Contrôle au faciès : stop le parjure des promesses électorales

Il est acquis depuis le 17 octobre, suite à la remise du rapport du Défenseur des droits Dominique Baudis, que la promesse de François Hollande de limiter le contrôle au faciès ne verra pas le jour. Le lendemain, le tribunal de Pontoise a prononcé un non-lieu dans l’affaire Ali Ziri, retraité algérien de 69 ans, décédé suite à un contrôle de police à Argenteuil, en 2009.
Enfin, ce même jour est celui de la commémoration du 17 octobre 1961, où plusieurs dizaines de manifestants algériens pacifiques ont été tués par la police. Beaucoup de symboles lourds, très lourds. Que n’effacera pas chez les jeunes générations quotidiennement confrontées aux contrôles abusifs par les forces de l’ordre, un laconique communiqué prononcé à la dérobée par le président de la République reconnaissant la tragédie du 17 octobre 1961.
« On n’est pas dans une démarche anti-police »
Pourtant, les initiateurs de la campagne « Stop le contrôle au faciès » le clamaient : « On n’est pas dans une démarche anti-police. On a travaillé avec les syndicats. Valls abandonne la police alors qu’il croit l’aider : ses solutions sont des mesurettes, on lui oppose beaucoup de jeunes citoyens qui risquent de ne plus croire en la police, en la justice. Ce qu’on réclame, c’est gagant-gagnant. » Ainsi s’exprimait Franco, co-animateur du collectif contre le contrôle au faciès, lundi 15 octobre, à la veille de la remise du rapport de Dominique Baudis, se prononçant plutôt pour la re-inscription du numéro de matricule sur les uniformes de police.

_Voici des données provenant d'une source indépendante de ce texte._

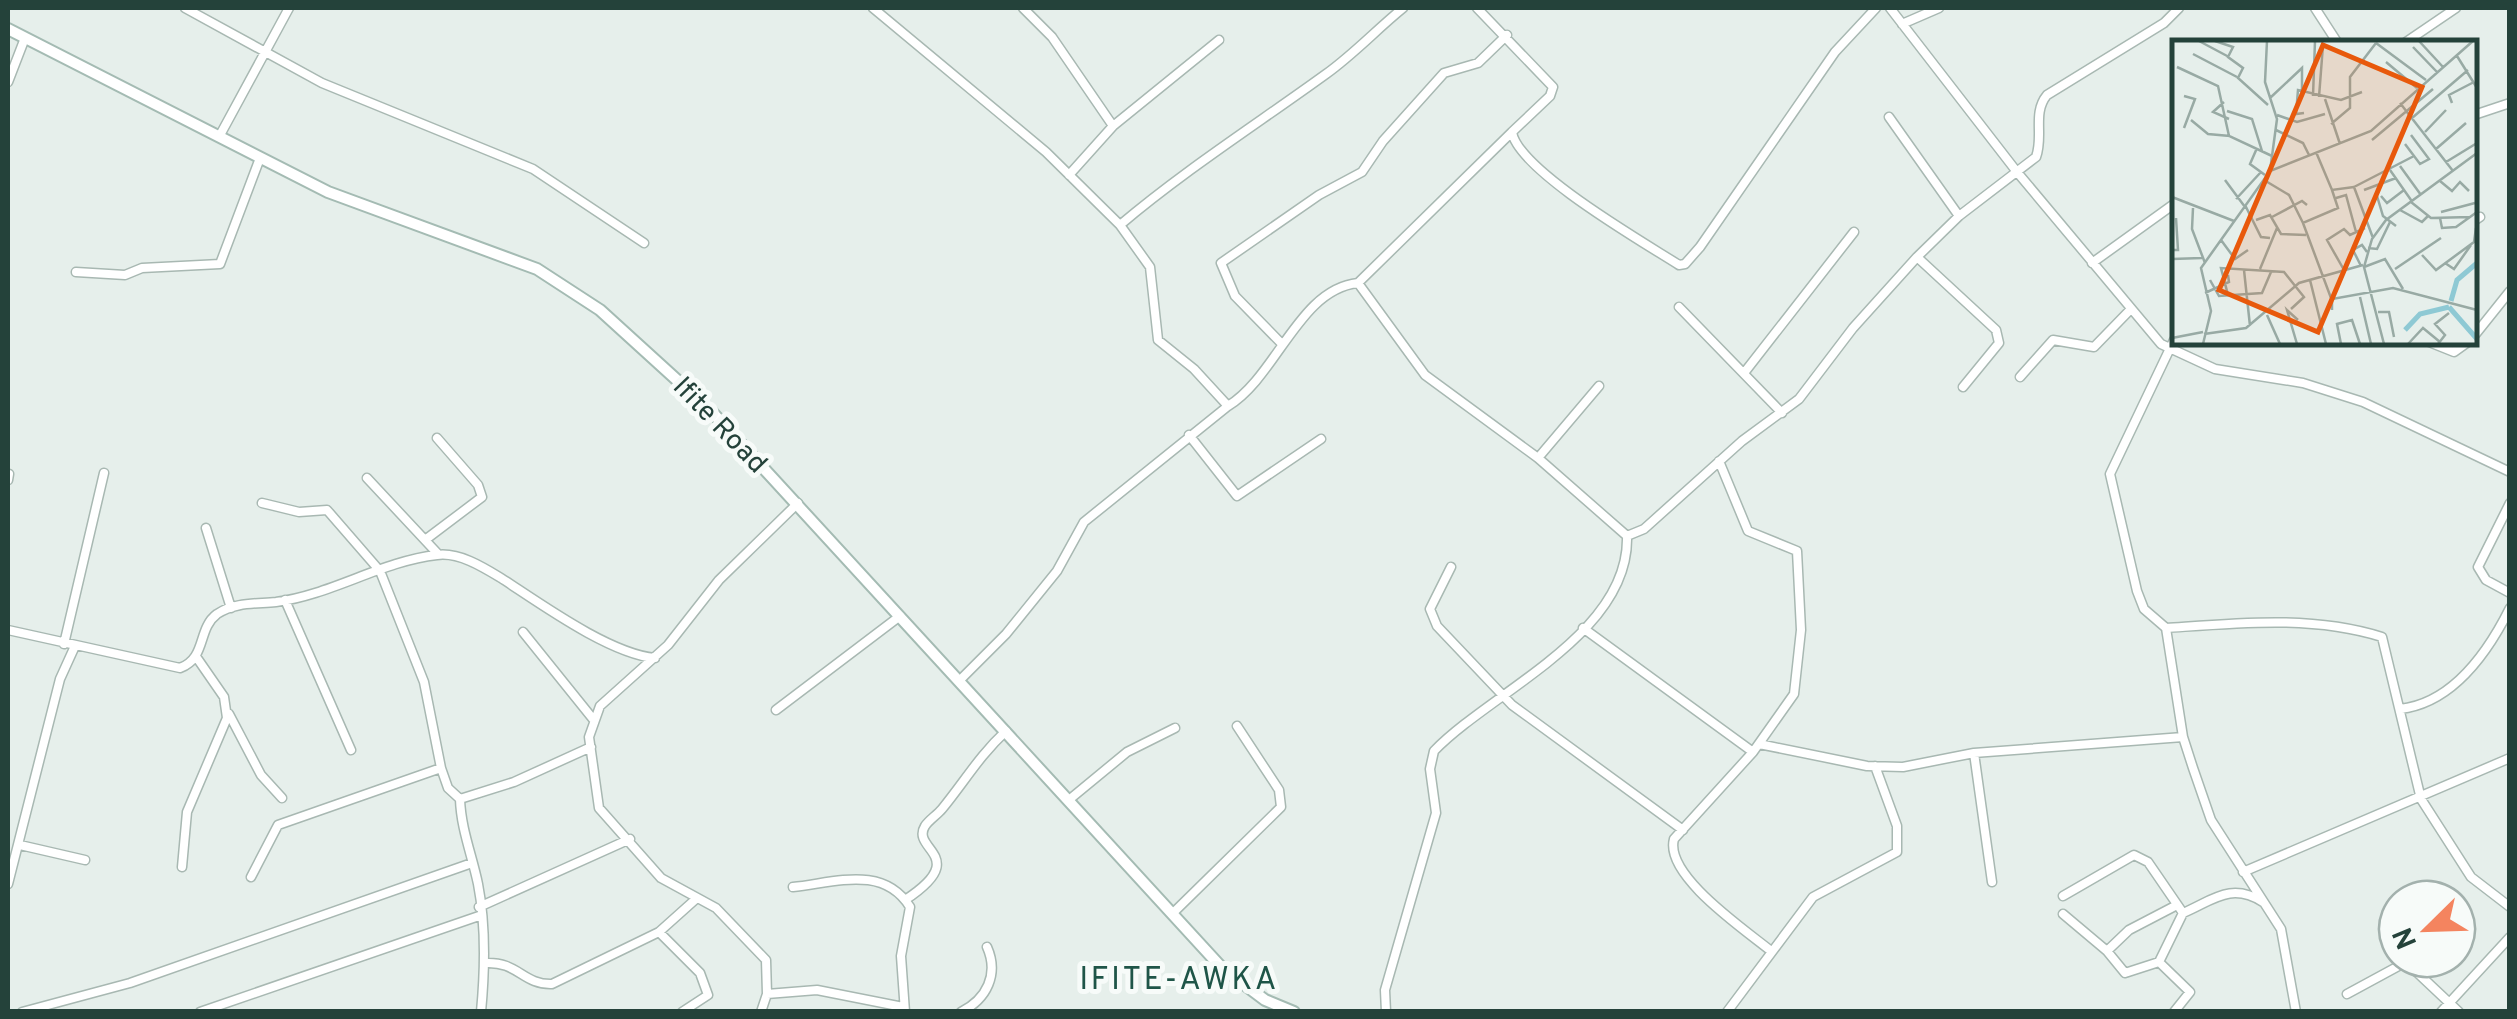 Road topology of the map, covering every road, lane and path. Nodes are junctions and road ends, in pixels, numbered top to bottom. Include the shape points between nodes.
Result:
1 (185, 8) edge
2 (289, 8) edge
3 (873, 8) edge
4 (1023, 8) edge
5 (1403, 8) edge
6 (1477, 8) edge
7 (1876, 8) edge
8 (1890, 8) edge
9 (1940, 8) edge
10 (2179, 8) edge
11 (2315, 8) edge
12 (2456, 8) edge
13 (1902, 24) junction
14 (8, 29) edge
15 (1507, 35) junction
16 (25, 38) junction
17 (1219, 40) dead end
18 (2336, 40) edge
19 (2409, 40) edge
20 (265, 52) junction
21 (8, 82) edge
22 (2510, 103) edge
23 (2477, 114) edge
24 (1888, 118) dead end
25 (1113, 126) junction
26 (1512, 132) junction
27 (220, 137) junction
28 (260, 158) junction
29 (2017, 172) junction
30 (1069, 174) junction
31 (2172, 205) edge
32 (1960, 216) junction
33 (1120, 225) junction
34 (1854, 232) dead end
35 (644, 242) dead end
36 (1917, 257) junction
37 (2092, 263) junction
38 (76, 272) dead end
39 (1358, 283) junction
40 (2510, 291) edge
41 (1679, 307) dead end
42 (2130, 310) junction
43 (2477, 332) edge
44 (1281, 343) junction
45 (2172, 345) edge
46 (2436, 345) edge
47 (2464, 345) edge
48 (2171, 350) junction
49 (1744, 373) junction
50 (2020, 377) dead end
51 (1599, 386) dead end
52 (1963, 387) dead end
53 (1228, 406) junction
54 (1782, 414) junction
55 (1189, 435) junction
56 (437, 438) dead end
57 (1321, 440) dead end
58 (1538, 458) junction
59 (1719, 460) junction
60 (2510, 472) edge
61 (104, 473) dead end
62 (368, 478) dead end
63 (262, 503) dead end
64 (798, 503) junction
65 (2510, 503) edge
66 (206, 528) dead end
67 (1627, 536) junction
68 (425, 540) junction
69 (438, 554) junction
70 (1451, 568) dead end
71 (380, 571) junction
72 (2510, 594) edge
73 (284, 600) junction
74 (231, 608) junction
75 (2510, 608) edge
76 (900, 616) junction
77 (1583, 628) junction
78 (2166, 628) junction
79 (8, 630) edge
80 (523, 632) dead end
81 (64, 644) junction
82 (75, 646) junction
83 (197, 658) junction
84 (655, 658) junction
85 (959, 681) junction
86 (1502, 696) junction
87 (2400, 709) junction
88 (227, 710) junction
89 (776, 710) dead end
90 (593, 719) junction
91 (1238, 726) dead end
92 (1175, 728) dead end
93 (1006, 731) junction
94 (2183, 736) junction
95 (591, 747) junction
96 (1756, 748) junction
97 (351, 750) dead end
98 (1974, 753) junction
99 (2510, 758) edge
100 (1875, 766) junction
101 (441, 768) junction
102 (282, 798) dead end
103 (460, 799) junction
104 (1070, 799) junction
105 (2421, 799) junction
106 (1682, 830) junction
107 (630, 839) junction
108 (20, 846) junction
109 (85, 860) dead end
110 (472, 862) junction
111 (182, 867) dead end
112 (2244, 872) junction
113 (251, 877) dead end
114 (1992, 882) dead end
115 (8, 884) edge
116 (793, 887) dead end
117 (2063, 896) dead end
118 (697, 898) junction
119 (905, 900) junction
120 (2177, 904) junction
121 (2266, 904) junction
122 (2510, 907) edge
123 (479, 912) junction
124 (2183, 913) junction
125 (1172, 914) junction
126 (2063, 914) dead end
127 (660, 932) junction
128 (2510, 937) edge
129 (987, 947) dead end
130 (1770, 951) junction
131 (2107, 951) junction
132 (2159, 962) junction
133 (485, 963) junction
134 (768, 994) junction
135 (2347, 994) dead end
136 (2450, 1002) junction
137 (904, 1010) edge
138 (22, 1012) edge
139 (200, 1012) edge
140 (481, 1012) edge
141 (682, 1012) edge
142 (762, 1012) edge
143 (960, 1012) edge
144 (1294, 1012) edge
145 (1386, 1012) edge
146 (1726, 1012) edge
147 (2174, 1012) edge
148 (2296, 1012) edge
149 (2440, 1012) edge
150 (2459, 1012) edge

1 - 20 street
2 - 20 street
3 - 30 street
4 - 25 street via 1052,37
5 - 33 street via 1326,74 1188,168
6 - 15 street
7 - 26 street via 1834,52 1686,264 1678,265 1537,170
8 - 13 street
9 - 13 street
10 - 29 street via 2047,94 2038,111 2038,152
11 - 18 street
12 - 19 street
13 - 29 street
14 - 16 street, Ifite Road
15 - 26 street via 1553,88
15 - 44 street via 1478,63 1444,73 1362,172 1221,264 1235,296
16 - 21 street
16 - 27 street, Ifite Road
17 - 25 street
20 - 27 street
20 - 35 street via 322,84 533,170
22 - 23 street
24 - 32 street
25 - 30 street
26 - 39 street
27 - 28 street, Ifite Road
28 - 38 street via 220,264 125,275
28 - 64 street, Ifite Road via 410,226 508,256 568,288 679,379
29 - 32 street
29 - 37 street
30 - 33 street
31 - 37 street
32 - 36 street
33 - 53 street via 1150,266 1158,340
34 - 49 street
36 - 52 street via 1996,330 1999,342
36 - 54 street
37 - 42 street
39 - 44 street via 1325,298
39 - 58 street via 1426,375
40 - 43 street
41 - 49 street
42 - 48 street
42 - 50 street via 2094,347 2053,340
44 - 53 street via 1266,375
45 - 48 street
46 - 47 street via 2454,352
48 - 60 street via 2215,369 2364,402
48 - 78 street via 2110,474 2137,591 2144,609
49 - 54 street
51 - 58 street
53 - 55 street
54 - 59 street
55 - 57 street via 1237,496
55 - 85 street via 1084,522 1057,571
56 - 68 street via 482,497
58 - 67 street
59 - 67 street via 1644,529
59 - 96 street via 1748,530 1797,551 1796,687
61 - 81 street
62 - 68 street
63 - 71 street via 298,512 327,510
64 - 76 street, Ifite Road
64 - 84 street via 719,580
65 - 72 street via 2478,567
66 - 74 street
67 - 77 street via 1613,589
68 - 69 street
69 - 71 street
69 - 84 street via 482,567 621,652
70 - 86 street via 1435,592 1432,619
71 - 73 street
71 - 101 street via 424,682
73 - 74 street
73 - 97 street
74 - 83 street via 209,623
75 - 87 street via 2496,638 2464,674 2432,698
76 - 85 street, Ifite Road
76 - 89 street
77 - 86 street
77 - 96 street
78 - 87 street via 2265,621 2382,637
78 - 94 street
79 - 81 street
80 - 90 street
81 - 82 street
82 - 83 street via 180,668
82 - 108 street via 60,679
83 - 88 street
84 - 90 street
85 - 93 street, Ifite Road
86 - 106 street
86 - 145 street via 1430,758 1436,813 1385,990
87 - 105 street
88 - 102 street via 261,775
88 - 111 street via 186,812
90 - 95 street
91 - 125 street via 1279,790 1281,807
92 - 104 street via 1127,752
93 - 104 street, Ifite Road
93 - 119 street via 924,826 936,875
94 - 98 street
94 - 112 street via 2211,820
95 - 103 street
95 - 107 street via 595,799
96 - 100 street
96 - 106 street
98 - 100 street via 1903,768
98 - 114 street
99 - 105 street
100 - 130 street via 1897,826 1896,852 1823,889
101 - 103 street
101 - 113 street via 278,825
103 - 110 street
104 - 125 street, Ifite Road
105 - 112 street
105 - 122 street via 2472,877
106 - 130 street via 1672,843 1680,871
107 - 118 street via 661,878
107 - 123 street
108 - 109 street
108 - 115 street
110 - 123 street
110 - 138 street via 130,982
112 - 121 street
116 - 119 street via 853,878 894,888
117 - 120 street via 2134,855 2148,862
118 - 127 street
118 - 134 street via 739,928 766,960
119 - 137 street via 910,908 900,956
120 - 124 street
120 - 131 street via 2129,930
121 - 124 street via 2233,890
121 - 148 street via 2281,929
123 - 133 street
123 - 139 street
124 - 132 street
125 - 144 street, Ifite Road via 1246,987
126 - 131 street
127 - 133 street via 552,984 529,980 512,965
127 - 141 street via 706,982 708,994
128 - 136 street
129 - 143 street via 993,973 986,990
130 - 146 street
131 - 132 street via 2126,973
132 - 147 street via 2190,992
133 - 140 street
134 - 137 street via 817,990
134 - 142 street
135 - 136 street via 2406,962
136 - 149 street
136 - 150 street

Le gouvernement préfère jouer perdant-perdant : ainsi est enterrée la mesure la plus symbolique à destination des quartiers, qui avait été prise par les socialistes en campagne avant la présidentielle.

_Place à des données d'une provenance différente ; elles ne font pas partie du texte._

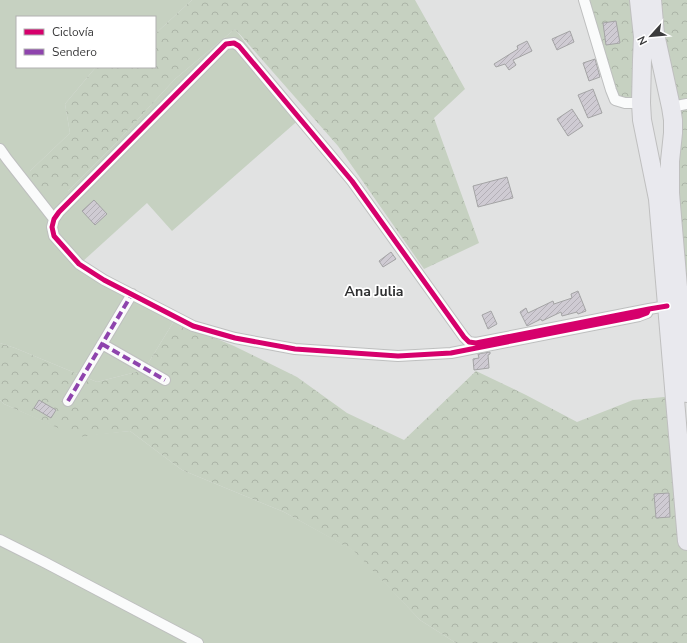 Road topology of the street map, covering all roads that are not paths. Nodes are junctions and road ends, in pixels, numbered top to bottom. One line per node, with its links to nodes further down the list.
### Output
1 (584, 0): 4 (street)
2 (639, 0): 4 (highway)
3 (652, 0): 5 (highway)
4 (641, 103): 5 (highway); 7 (highway)
5 (676, 104): 6 (highway)
6 (673, 134): 7 (highway); 15 (highway)
7 (645, 136): 11 (highway)
8 (0, 149): 9 (street)
9 (54, 220): 10 (street); 12 (street)
10 (132, 294): 12 (street); 13 (street)
11 (666, 306): 12 (street); 18 (highway)
12 (649, 309)
13 (102, 344): 14 (street); 16 (street)
14 (165, 380)
15 (687, 392)
16 (68, 401)
17 (0, 540): 19 (street)
18 (687, 541)
19 (198, 643) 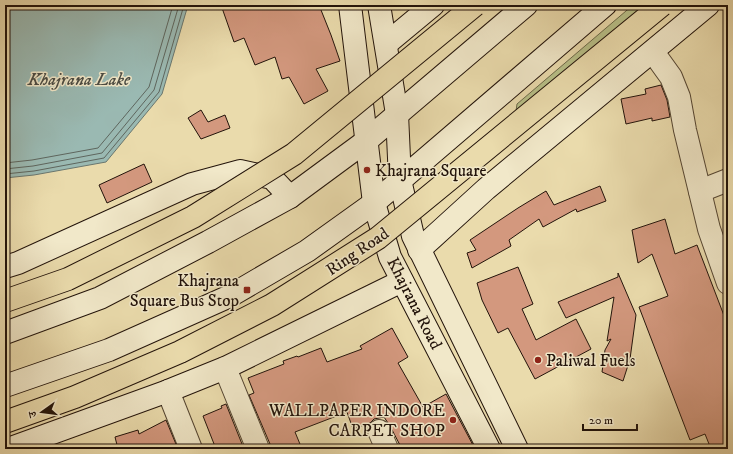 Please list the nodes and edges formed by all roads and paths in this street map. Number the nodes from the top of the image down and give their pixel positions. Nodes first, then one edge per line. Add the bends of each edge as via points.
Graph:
1 (350, 5) edge
2 (379, 5) edge
3 (433, 5) edge
4 (475, 5) edge
5 (526, 5) edge
6 (605, 5) edge
7 (662, 5) edge
8 (708, 5) edge
9 (386, 44) junction
10 (653, 52) junction
11 (397, 114) junction
12 (366, 141) junction
13 (400, 180) junction
14 (728, 180) edge
15 (700, 191) junction
16 (290, 197) junction
17 (374, 203) junction
18 (419, 250) junction
19 (9, 261) edge
20 (402, 281) junction
21 (728, 283) edge
22 (5, 301) edge
23 (5, 333) edge
24 (225, 368) junction
25 (5, 386) edge
26 (168, 391) junction
27 (5, 422) edge
28 (512, 447) edge
29 (8, 449) edge
30 (191, 449) edge
31 (258, 449) edge
32 (489, 449) edge

1 - 12 main road, Khajrana Road
2 - 9 main road, Khajrana Road
3 - 9 main road
4 - 22 main road, bridge via 294,154 193,216 68,279
5 - 11 main road
6 - 13 main road, Ring Road
7 - 27 main road, Ring Road, bridge via 378,238 272,305 180,352 75,397
8 - 10 main road
9 - 11 main road, Khajrana Road
10 - 15 main road via 671,77 679,97
10 - 18 main road via 486,189
11 - 12 main road
11 - 13 main road, Khajrana Road
12 - 16 main road
12 - 17 main road, Khajrana Road
13 - 17 main road, Ring Road
13 - 18 main road, Khajrana Road via 413,236
14 - 15 main road
15 - 21 main road via 709,229
16 - 19 main road via 272,178 240,171 192,184
16 - 23 main road via 100,298
17 - 20 main road, Khajrana Road via 390,257
17 - 25 main road, Ring Road via 308,252 230,296 108,350
18 - 28 main road, Khajrana Road
20 - 24 main road
20 - 32 main road, Khajrana Road
24 - 26 main road
24 - 31 main road
26 - 29 main road
26 - 30 main road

Stop le contrôle au faciès : le changement est en nous
Dépité, l’un des animateurs de la campagne rageait : « On n’est pas des roues de secours qu’on utilise avant les élections ! » Même si ceux qui se sont mobilisés depuis des mois sur cette thématique ont pris un sale coup derrière la nuque, reste que la campagne ne cessera pas : un teaser de la seconde saison d’une série qui s’annonce en plusieurs saisons, intitulée « Mon premier contrôle d’identité » a été mise en ligne la même semaine. Où l’on peut voir des avocats, des élus (dont une sénatrice), des sportifs de haut niveau, des contrôleurs à la SNCF, des journalistes, des chercheurs, tous victimes du « délit de faciès » auprès de la police, témoigner de cette humiliation nationale raconter leur expérience. Et surtout, où l’on peut voir le témoignage rare et poignant de Majid El Jaroudi, responsable de l’Agence pour la diversité entrepreneuriale, évoquant le meurtre par un CRS d’un de ses proches, Lahouari Ben Mohamed… un 17 octobre 1980, à Marseille. Quelques années plus tard, avec pour point de départ cet assassinat, est lancée la Marche pour l’Egalité. Et cette tragédie se conclue par « switch » digne d’un film de Scorsese, puis par un « Le changement, il est en nous » d’un courage, d’une abnégation et d’une force morale inouïes :
Deux millions de vus
On peut enfin entendre, sur ce film, Jean-Marc Ayrault dire, la main sur le cœur, à BFM TV le 1er juin dernier : à la question « La mesure sera prise ? », le premier ministre répond clairement : « Elle est en préparation, le ministre de l’Intérieur y travaille. » Le journaliste insiste : « Elle sera prise ? » Réponse : « Bien sûr ! C’est aussi un engagement qui a été pris. Vous m’avez parlé des engagements. Vous savez, il y a des engagements qui sont forts, qui sont lourds, qui sont symboliques. »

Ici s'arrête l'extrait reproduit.